| What to do |
Output the entire listing without altering anything.

| Records for the exercise |
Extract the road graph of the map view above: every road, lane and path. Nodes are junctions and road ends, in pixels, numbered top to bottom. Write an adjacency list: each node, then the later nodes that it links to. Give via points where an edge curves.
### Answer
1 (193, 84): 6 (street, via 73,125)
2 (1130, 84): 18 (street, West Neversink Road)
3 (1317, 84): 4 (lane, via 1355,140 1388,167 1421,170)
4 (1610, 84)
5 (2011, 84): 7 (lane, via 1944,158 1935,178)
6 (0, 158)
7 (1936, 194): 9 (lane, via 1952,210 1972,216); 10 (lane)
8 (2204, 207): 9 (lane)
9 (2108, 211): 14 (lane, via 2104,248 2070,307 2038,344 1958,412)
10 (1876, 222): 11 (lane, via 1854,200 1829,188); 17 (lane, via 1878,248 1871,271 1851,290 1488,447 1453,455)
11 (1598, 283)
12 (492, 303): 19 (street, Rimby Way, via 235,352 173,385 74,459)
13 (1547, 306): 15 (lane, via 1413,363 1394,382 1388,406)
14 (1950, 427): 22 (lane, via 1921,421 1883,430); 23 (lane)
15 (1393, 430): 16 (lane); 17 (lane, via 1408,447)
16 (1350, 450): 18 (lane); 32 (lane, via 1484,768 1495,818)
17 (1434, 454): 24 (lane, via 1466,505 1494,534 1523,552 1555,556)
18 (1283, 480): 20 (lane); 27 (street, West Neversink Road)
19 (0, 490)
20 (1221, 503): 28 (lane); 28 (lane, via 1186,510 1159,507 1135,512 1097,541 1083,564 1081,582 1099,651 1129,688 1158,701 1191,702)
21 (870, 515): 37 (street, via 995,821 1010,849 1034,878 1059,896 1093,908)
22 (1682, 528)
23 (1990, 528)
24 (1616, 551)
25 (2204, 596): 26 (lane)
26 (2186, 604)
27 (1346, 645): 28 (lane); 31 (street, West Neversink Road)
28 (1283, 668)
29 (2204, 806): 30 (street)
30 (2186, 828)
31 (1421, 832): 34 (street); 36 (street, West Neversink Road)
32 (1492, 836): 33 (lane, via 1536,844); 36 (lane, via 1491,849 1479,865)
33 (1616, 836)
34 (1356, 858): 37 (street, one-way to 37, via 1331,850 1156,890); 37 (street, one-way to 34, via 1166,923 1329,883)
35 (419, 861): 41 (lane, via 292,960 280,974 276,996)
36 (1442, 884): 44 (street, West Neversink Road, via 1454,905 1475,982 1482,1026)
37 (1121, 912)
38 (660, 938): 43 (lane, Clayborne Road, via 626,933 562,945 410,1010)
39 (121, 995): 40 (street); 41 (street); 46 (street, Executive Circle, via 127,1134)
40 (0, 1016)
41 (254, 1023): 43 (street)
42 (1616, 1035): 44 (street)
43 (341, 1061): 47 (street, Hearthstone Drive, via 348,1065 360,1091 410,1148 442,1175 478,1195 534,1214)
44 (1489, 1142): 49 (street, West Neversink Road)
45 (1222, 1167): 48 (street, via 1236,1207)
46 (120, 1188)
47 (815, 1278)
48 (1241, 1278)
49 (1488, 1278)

| Answer below |
Extract the road graph of the map view above: every road, lane and path. Nodes are junctions and road ends, in pixels, numbered top to bottom. Write an adjacency list: each node, then the later nodes that it links to. Give via points where an edge curves.
### Answer
1 (193, 84): 6 (street, via 73,125)
2 (1130, 84): 18 (street, West Neversink Road)
3 (1317, 84): 4 (lane, via 1355,140 1388,167 1421,170)
4 (1610, 84)
5 (2011, 84): 7 (lane, via 1944,158 1935,178)
6 (0, 158)
7 (1936, 194): 9 (lane, via 1952,210 1972,216); 10 (lane)
8 (2204, 207): 9 (lane)
9 (2108, 211): 14 (lane, via 2104,248 2070,307 2038,344 1958,412)
10 (1876, 222): 11 (lane, via 1854,200 1829,188); 17 (lane, via 1878,248 1871,271 1851,290 1488,447 1453,455)
11 (1598, 283)
12 (492, 303): 19 (street, Rimby Way, via 235,352 173,385 74,459)
13 (1547, 306): 15 (lane, via 1413,363 1394,382 1388,406)
14 (1950, 427): 22 (lane, via 1921,421 1883,430); 23 (lane)
15 (1393, 430): 16 (lane); 17 (lane, via 1408,447)
16 (1350, 450): 18 (lane); 32 (lane, via 1484,768 1495,818)
17 (1434, 454): 24 (lane, via 1466,505 1494,534 1523,552 1555,556)
18 (1283, 480): 20 (lane); 27 (street, West Neversink Road)
19 (0, 490)
20 (1221, 503): 28 (lane); 28 (lane, via 1186,510 1159,507 1135,512 1097,541 1083,564 1081,582 1099,651 1129,688 1158,701 1191,702)
21 (870, 515): 37 (street, via 995,821 1010,849 1034,878 1059,896 1093,908)
22 (1682, 528)
23 (1990, 528)
24 (1616, 551)
25 (2204, 596): 26 (lane)
26 (2186, 604)
27 (1346, 645): 28 (lane); 31 (street, West Neversink Road)
28 (1283, 668)
29 (2204, 806): 30 (street)
30 (2186, 828)
31 (1421, 832): 34 (street); 36 (street, West Neversink Road)
32 (1492, 836): 33 (lane, via 1536,844); 36 (lane, via 1491,849 1479,865)
33 (1616, 836)
34 (1356, 858): 37 (street, one-way to 37, via 1331,850 1156,890); 37 (street, one-way to 34, via 1166,923 1329,883)
35 (419, 861): 41 (lane, via 292,960 280,974 276,996)
36 (1442, 884): 44 (street, West Neversink Road, via 1454,905 1475,982 1482,1026)
37 (1121, 912)
38 (660, 938): 43 (lane, Clayborne Road, via 626,933 562,945 410,1010)
39 (121, 995): 40 (street); 41 (street); 46 (street, Executive Circle, via 127,1134)
40 (0, 1016)
41 (254, 1023): 43 (street)
42 (1616, 1035): 44 (street)
43 (341, 1061): 47 (street, Hearthstone Drive, via 348,1065 360,1091 410,1148 442,1175 478,1195 534,1214)
44 (1489, 1142): 49 (street, West Neversink Road)
45 (1222, 1167): 48 (street, via 1236,1207)
46 (120, 1188)
47 (815, 1278)
48 (1241, 1278)
49 (1488, 1278)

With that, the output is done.